N 1 ,N 12 ‐bis(ethyl)spermine effect on growth of cis ‐diamminedichloroplatinum(II)‐sensitive and ‐resistant human ovarian‐carcinoma cell lines

Abstract The results presented here demonstrate that a cis ‐diamminedichloroplatinum(II) (DDP)‐resistant human ovarian‐carcinoma cell line is also cross‐resistant to the spermine analogue N 1 ,N 12 ‐bis(ethyl)spermine (BESPM). We report that C13* cells, which are approximately 20‐fold resistant to DDP, similarly showed 7‐fold resistance to BESPM by colony‐forming assay with an IC 50 value of 24.6 ± 2 μM vs. 3.4 ± 0.8 μM of 2008 cells. Resistance appears to be the result of many effects, such as different morphological and functional modifications of mitochondria. Furthermore, although BESPM accumulation was almost identical in sensitive and resistant cells, the intracellular polyamine pool of the 2 cell lines was differentially affected by this polyamine analogue. In fact, when spermidine (SPD) was still detectable in C13* cells, in 2008 cells it was not, and the spermine (SPM) content was always more markedly reduced in sensitive cells than in the resistant variant. The lower polyamine content of 2008 cells could be related to a higher degree of induction of spermidine/spermine N 1 ‐acetyltransferase (SSAT) activity by BESPM in sensitive cells than in their resistant counterpart. Despite the observed cross‐resistance, the combination of the 2 drugs resulted in supra‐additive and synergistic effects in both cell lines, depending on concentration, as assessed by median‐effect analysis of the survival data.

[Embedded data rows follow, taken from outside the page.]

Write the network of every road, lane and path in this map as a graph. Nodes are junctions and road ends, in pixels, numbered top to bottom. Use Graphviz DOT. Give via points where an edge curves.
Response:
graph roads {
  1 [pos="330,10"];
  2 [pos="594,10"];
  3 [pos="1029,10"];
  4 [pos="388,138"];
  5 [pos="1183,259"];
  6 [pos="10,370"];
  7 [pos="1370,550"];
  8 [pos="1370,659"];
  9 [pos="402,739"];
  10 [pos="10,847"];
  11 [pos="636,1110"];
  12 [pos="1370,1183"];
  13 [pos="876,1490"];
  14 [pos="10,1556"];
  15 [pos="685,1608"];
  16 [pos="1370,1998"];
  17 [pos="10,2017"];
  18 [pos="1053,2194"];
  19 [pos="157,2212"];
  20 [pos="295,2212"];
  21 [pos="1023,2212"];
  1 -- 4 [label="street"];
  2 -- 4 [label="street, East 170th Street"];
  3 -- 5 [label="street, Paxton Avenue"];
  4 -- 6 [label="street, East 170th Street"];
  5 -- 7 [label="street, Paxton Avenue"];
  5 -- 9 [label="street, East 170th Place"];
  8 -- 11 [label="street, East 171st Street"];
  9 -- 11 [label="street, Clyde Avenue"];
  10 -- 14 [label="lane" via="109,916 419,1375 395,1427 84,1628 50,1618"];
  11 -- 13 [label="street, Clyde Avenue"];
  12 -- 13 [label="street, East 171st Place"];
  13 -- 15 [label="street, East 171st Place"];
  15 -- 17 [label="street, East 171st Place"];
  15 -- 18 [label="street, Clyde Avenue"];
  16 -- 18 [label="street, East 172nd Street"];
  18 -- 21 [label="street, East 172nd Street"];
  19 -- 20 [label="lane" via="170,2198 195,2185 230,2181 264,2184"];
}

The effectiveness of this combination was also confirmed by the increased accumulation of cells in the G 2 /M phase of the cell cycle in both cell lines. Taken together, these data suggest that BESPM effect on cell growth of DDP‐sensitive and DDP‐resistant cells involves multiple mechanisms that are differently modulated by the DDP‐resistant phenotype. Int. J. Cancer 78:33–40, 1998.© 1998 Wiley‐Liss, Inc.